## TASK ITEM
For the listing below, give the count of lines containing the string "Left" and nothing else.

## SUPPLIED MATERIAL
§ §

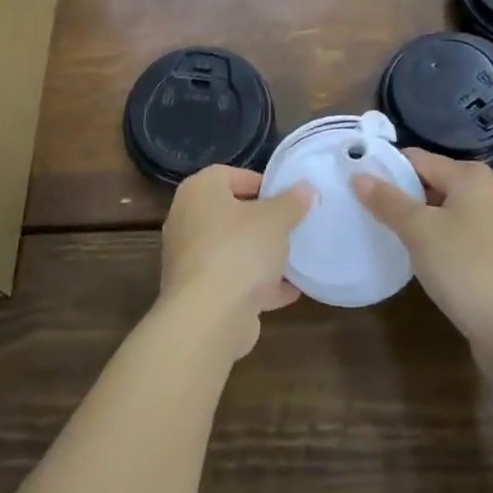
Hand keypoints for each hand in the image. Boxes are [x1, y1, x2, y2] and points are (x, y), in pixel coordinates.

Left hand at [159, 165, 312, 357]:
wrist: (209, 317)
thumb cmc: (240, 250)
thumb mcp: (276, 219)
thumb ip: (292, 202)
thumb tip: (305, 189)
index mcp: (199, 191)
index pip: (231, 175)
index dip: (262, 183)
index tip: (288, 198)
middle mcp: (187, 220)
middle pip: (231, 214)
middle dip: (263, 222)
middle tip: (293, 227)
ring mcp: (190, 259)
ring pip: (232, 249)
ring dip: (261, 256)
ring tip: (295, 259)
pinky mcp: (198, 293)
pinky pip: (232, 280)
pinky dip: (257, 284)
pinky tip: (288, 292)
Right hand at [352, 150, 492, 344]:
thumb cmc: (464, 266)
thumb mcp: (418, 230)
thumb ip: (387, 200)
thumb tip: (359, 176)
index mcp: (471, 176)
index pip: (417, 159)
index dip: (386, 169)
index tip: (357, 185)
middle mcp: (488, 192)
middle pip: (433, 183)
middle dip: (402, 196)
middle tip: (367, 212)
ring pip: (445, 212)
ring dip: (419, 221)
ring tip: (387, 235)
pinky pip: (459, 236)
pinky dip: (438, 241)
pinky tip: (421, 259)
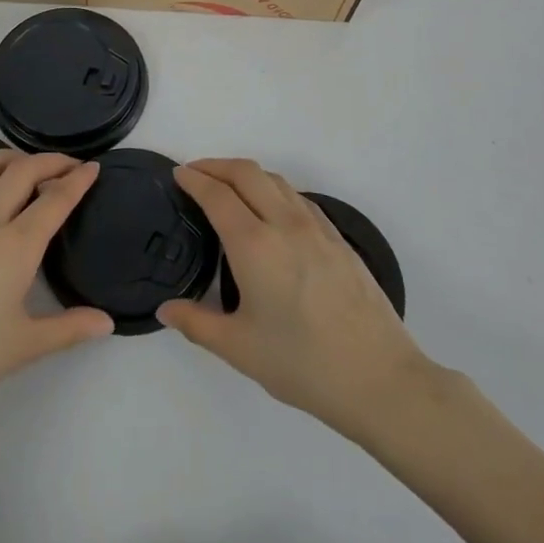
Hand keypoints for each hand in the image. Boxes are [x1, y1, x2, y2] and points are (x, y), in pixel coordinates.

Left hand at [0, 149, 112, 434]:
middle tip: (67, 164)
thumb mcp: (24, 348)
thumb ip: (69, 330)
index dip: (77, 181)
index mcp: (15, 248)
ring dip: (2, 156)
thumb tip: (108, 322)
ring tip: (20, 161)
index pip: (54, 202)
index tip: (93, 167)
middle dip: (48, 162)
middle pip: (20, 174)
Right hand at [159, 159, 433, 441]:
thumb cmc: (302, 363)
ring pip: (276, 181)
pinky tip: (272, 210)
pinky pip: (299, 198)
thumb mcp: (239, 348)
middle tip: (196, 173)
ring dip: (247, 174)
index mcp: (255, 245)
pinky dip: (275, 190)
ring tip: (229, 187)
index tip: (178, 174)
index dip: (194, 179)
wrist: (379, 377)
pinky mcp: (339, 239)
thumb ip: (196, 323)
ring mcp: (317, 228)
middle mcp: (285, 224)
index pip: (217, 195)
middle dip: (217, 165)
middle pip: (247, 173)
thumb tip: (165, 309)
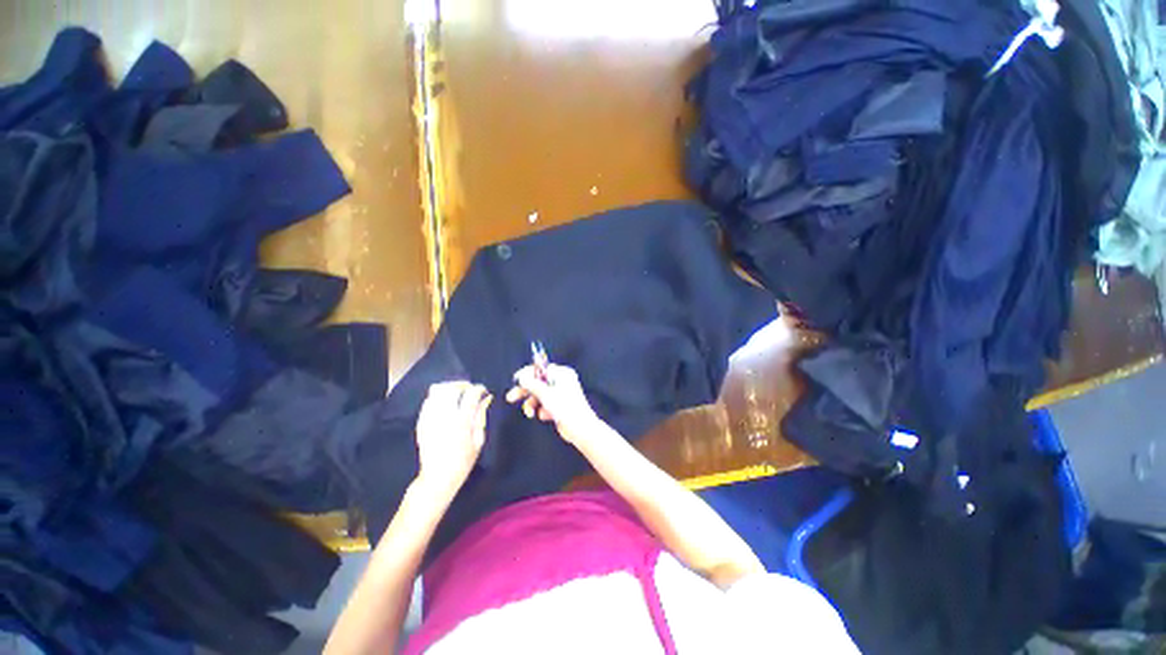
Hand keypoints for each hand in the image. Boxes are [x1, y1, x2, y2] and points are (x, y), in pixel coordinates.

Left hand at [414, 381, 491, 499]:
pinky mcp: (421, 422)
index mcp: (461, 421)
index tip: (484, 392)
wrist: (438, 477)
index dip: (480, 389)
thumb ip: (481, 416)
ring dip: (450, 388)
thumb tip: (487, 399)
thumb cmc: (463, 461)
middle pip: (452, 387)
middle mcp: (444, 416)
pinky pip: (428, 400)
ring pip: (437, 390)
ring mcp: (430, 418)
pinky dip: (438, 397)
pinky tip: (445, 404)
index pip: (471, 393)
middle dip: (464, 385)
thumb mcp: (479, 440)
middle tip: (470, 391)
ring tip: (457, 394)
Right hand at [506, 364, 598, 444]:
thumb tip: (521, 376)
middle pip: (538, 382)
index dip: (528, 374)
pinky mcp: (559, 406)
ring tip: (530, 413)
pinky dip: (542, 410)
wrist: (580, 428)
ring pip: (539, 395)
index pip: (541, 369)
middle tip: (511, 397)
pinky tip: (546, 416)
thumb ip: (531, 384)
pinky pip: (544, 405)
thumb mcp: (545, 394)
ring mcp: (560, 394)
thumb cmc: (565, 407)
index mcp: (562, 373)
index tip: (516, 380)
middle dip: (525, 391)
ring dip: (532, 404)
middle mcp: (562, 381)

§ §

## REPLY
3